Start of Material for this exercise

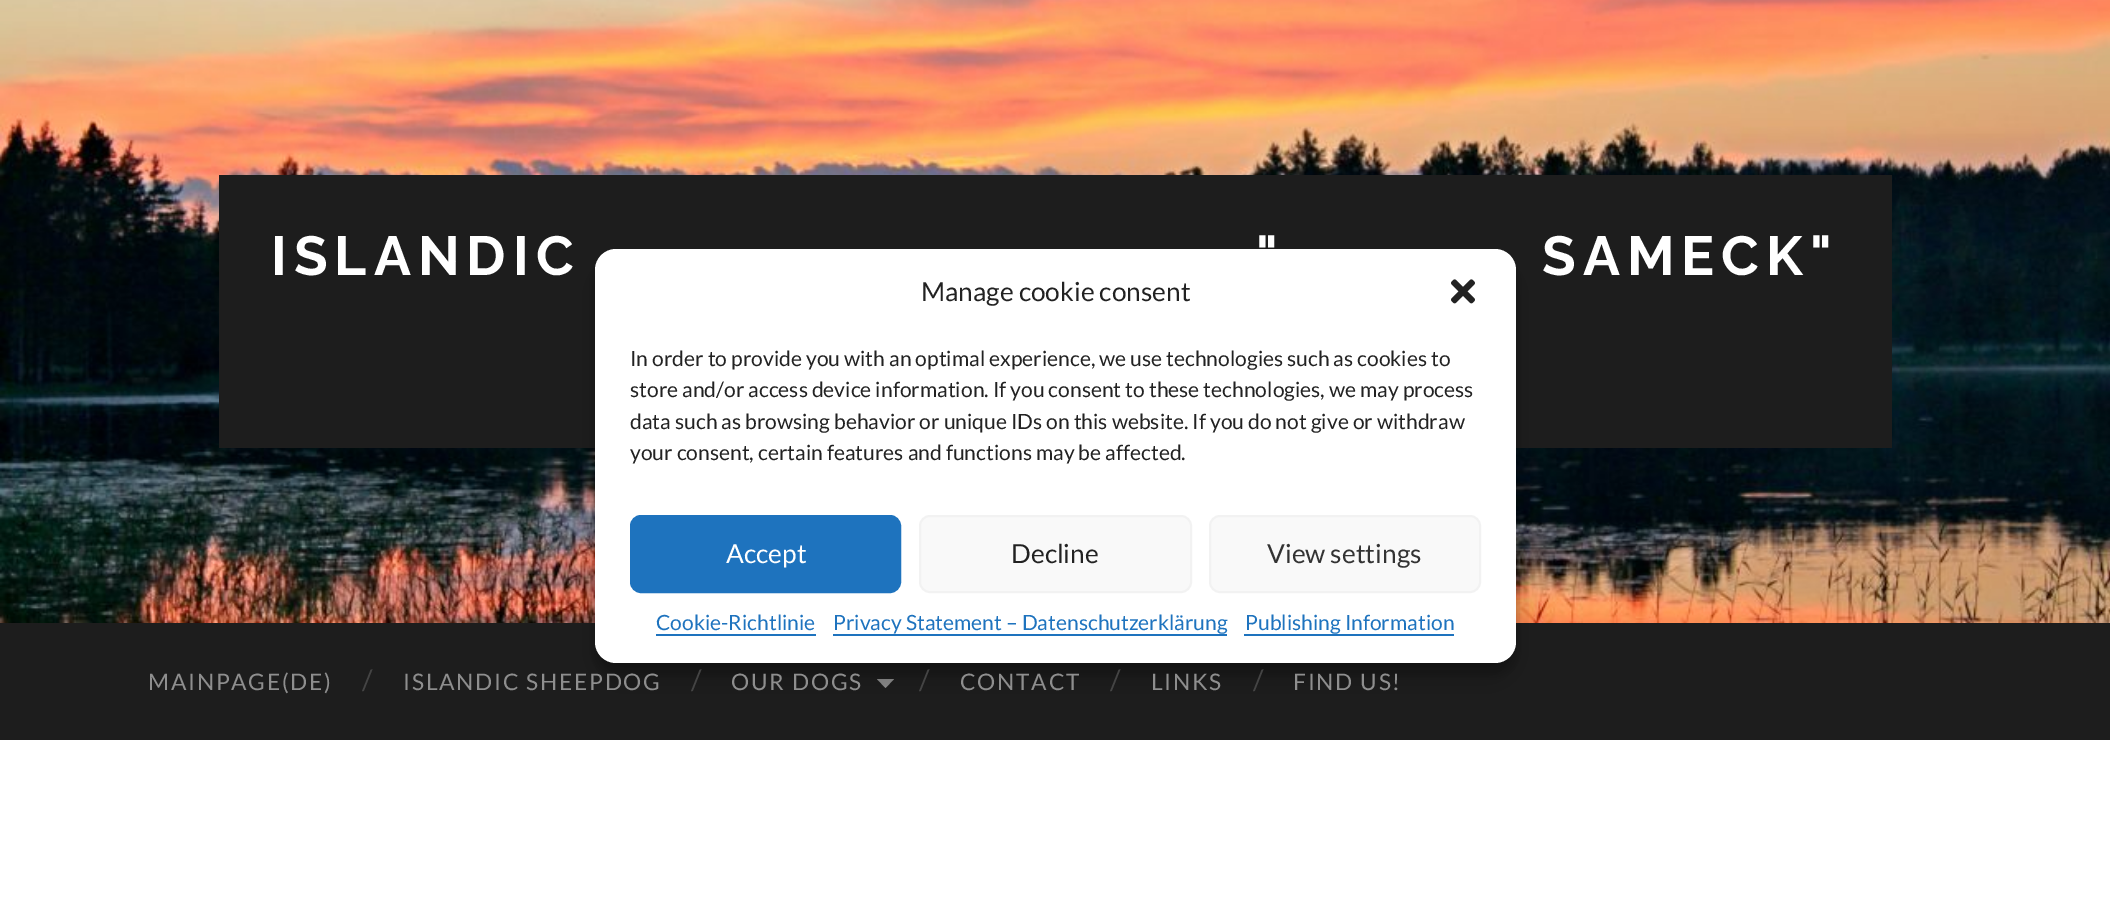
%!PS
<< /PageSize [2110 907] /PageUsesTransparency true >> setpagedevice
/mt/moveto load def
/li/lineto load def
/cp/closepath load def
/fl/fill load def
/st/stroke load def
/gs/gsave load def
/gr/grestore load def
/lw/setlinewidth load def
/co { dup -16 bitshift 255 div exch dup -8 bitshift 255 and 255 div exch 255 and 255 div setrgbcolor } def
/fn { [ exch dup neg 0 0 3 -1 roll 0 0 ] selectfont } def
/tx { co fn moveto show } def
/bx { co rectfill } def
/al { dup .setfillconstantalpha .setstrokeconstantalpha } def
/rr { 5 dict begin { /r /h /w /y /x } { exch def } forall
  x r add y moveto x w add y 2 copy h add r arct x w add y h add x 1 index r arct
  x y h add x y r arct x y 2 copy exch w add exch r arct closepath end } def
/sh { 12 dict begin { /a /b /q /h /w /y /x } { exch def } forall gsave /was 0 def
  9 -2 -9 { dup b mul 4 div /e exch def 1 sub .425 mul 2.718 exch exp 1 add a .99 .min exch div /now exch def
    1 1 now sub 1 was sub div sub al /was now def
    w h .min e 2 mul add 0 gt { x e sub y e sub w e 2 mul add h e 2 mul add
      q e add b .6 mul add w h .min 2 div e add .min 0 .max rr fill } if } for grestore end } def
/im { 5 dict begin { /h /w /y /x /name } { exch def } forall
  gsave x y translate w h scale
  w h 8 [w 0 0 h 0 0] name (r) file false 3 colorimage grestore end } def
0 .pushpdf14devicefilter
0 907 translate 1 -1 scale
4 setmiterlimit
0 0 2110 907 16#FFFFFF bx
(media/1.raw) 0 0 2110 623 im
219 175 1673 273 16#1D1D1D bx
0 623 2110 117 16#1D1D1D bx
16#8E8E8E co
877 679 mt 894 679 li 885.5 688 li cp fl
16#000000 co
595 259 921 415 21 5 .23 sh
595 266 921 415 21 17.5 .19 sh
16#FFFFFF co
595 249 921 414 21 rr fl
(media/2.raw) 1451 279 24 25 im
16#1E73BE co
631 516 269 76 10 rr gs fl gr
2 lw
st
16#F9F9F9 co
920 516 271 76 10 rr gs fl gr
16#F2F2F2 co
st
16#F9F9F9 co
1210 516 270 76 10 rr gs fl gr
16#F2F2F2 co
st
656 634 160 2 16#1E73BE bx
833 634 394 2 16#1E73BE bx
1244 634 210 2 16#1E73BE bx
/Raleway-Thin 55 fn
16#FFFFFF co
271 275 mt 7 0 (ISLANDIC) ashow
1256 275 mt 7 0 (") ashow
1542 275 mt 7 0 (SAMECK") ashow
/Lato-Regular 22.75 fn
16#8E8E8E co
148 690 mt 1.75 0 (MAINPAGE\(DE\)) ashow
(/) 362 690 /Lato-Regular 28 16#444444 tx
/Lato-Regular 22.75 fn
16#8E8E8E co
403 690 mt 1.75 0 (ISLANDIC SHEEPDOG) ashow
(/) 691 690 /Lato-Regular 28 16#444444 tx
/Lato-Regular 22.75 fn
16#8E8E8E co
731 690 mt 1.75 0 (OUR DOGS) ashow
(/) 919 690 /Lato-Regular 28 16#444444 tx
/Lato-Regular 22.75 fn
16#8E8E8E co
960 690 mt 1.75 0 (CONTACT) ashow
(/) 1110 690 /Lato-Regular 28 16#444444 tx
/Lato-Regular 22.75 fn
16#8E8E8E co
1151 690 mt 1.75 0 (LINKS) ashow
(/) 1253 690 /Lato-Regular 28 16#444444 tx
/Lato-Regular 22.75 fn
16#8E8E8E co
1293 690 mt 1.75 0 (FIND US!) ashow
(Manage cookie consent) 921 301 /Lato-Regular 26.25 16#222222 tx
(In order to provide you with an optimal experience, we use technologies such as cookies to) 630 366 /Lato-Regular 21 16#222222 tx
(store and/or access device information. If you consent to these technologies, we may process) 630 397 /Lato-Regular 21 16#222222 tx
(data such as browsing behavior or unique IDs on this website. If you do not give or withdraw) 630 429 /Lato-Regular 21 16#222222 tx
(your consent, certain features and functions may be affected.) 630 460 /Lato-Regular 21 16#222222 tx
(Accept) 726 563 /Lato-Regular 26.25 16#FFFFFF tx
(Decline) 1011 563 /Lato-Regular 26.25 16#222222 tx
(View settings) 1267 563 /Lato-Regular 26.25 16#333333 tx
(Cookie-Richtlinie) 656 630 /Lato-Regular 21 16#1E73BE tx
(Privacy Statement – Datenschutzerklärung) 833 630 /Lato-Regular 21 16#1E73BE tx
(Publishing Information) 1245 630 /Lato-Regular 21 16#1E73BE tx
.poppdf14devicefilter showpage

End of Material for this exercise

Task prompt.
What you give back must be exactly the lines from the opening line of the entries through the line holding "0 907 translate 1 -1 scale", with no pictures.

Problem solution.
%!PS
<< /PageSize [2110 907] /PageUsesTransparency true >> setpagedevice
/mt/moveto load def
/li/lineto load def
/cp/closepath load def
/fl/fill load def
/st/stroke load def
/gs/gsave load def
/gr/grestore load def
/lw/setlinewidth load def
/co { dup -16 bitshift 255 div exch dup -8 bitshift 255 and 255 div exch 255 and 255 div setrgbcolor } def
/fn { [ exch dup neg 0 0 3 -1 roll 0 0 ] selectfont } def
/tx { co fn moveto show } def
/bx { co rectfill } def
/al { dup .setfillconstantalpha .setstrokeconstantalpha } def
/rr { 5 dict begin { /r /h /w /y /x } { exch def } forall
  x r add y moveto x w add y 2 copy h add r arct x w add y h add x 1 index r arct
  x y h add x y r arct x y 2 copy exch w add exch r arct closepath end } def
/sh { 12 dict begin { /a /b /q /h /w /y /x } { exch def } forall gsave /was 0 def
  9 -2 -9 { dup b mul 4 div /e exch def 1 sub .425 mul 2.718 exch exp 1 add a .99 .min exch div /now exch def
    1 1 now sub 1 was sub div sub al /was now def
    w h .min e 2 mul add 0 gt { x e sub y e sub w e 2 mul add h e 2 mul add
      q e add b .6 mul add w h .min 2 div e add .min 0 .max rr fill } if } for grestore end } def
/im { 5 dict begin { /h /w /y /x /name } { exch def } forall
  gsave x y translate w h scale
  w h 8 [w 0 0 h 0 0] name (r) file false 3 colorimage grestore end } def
0 .pushpdf14devicefilter
0 907 translate 1 -1 scale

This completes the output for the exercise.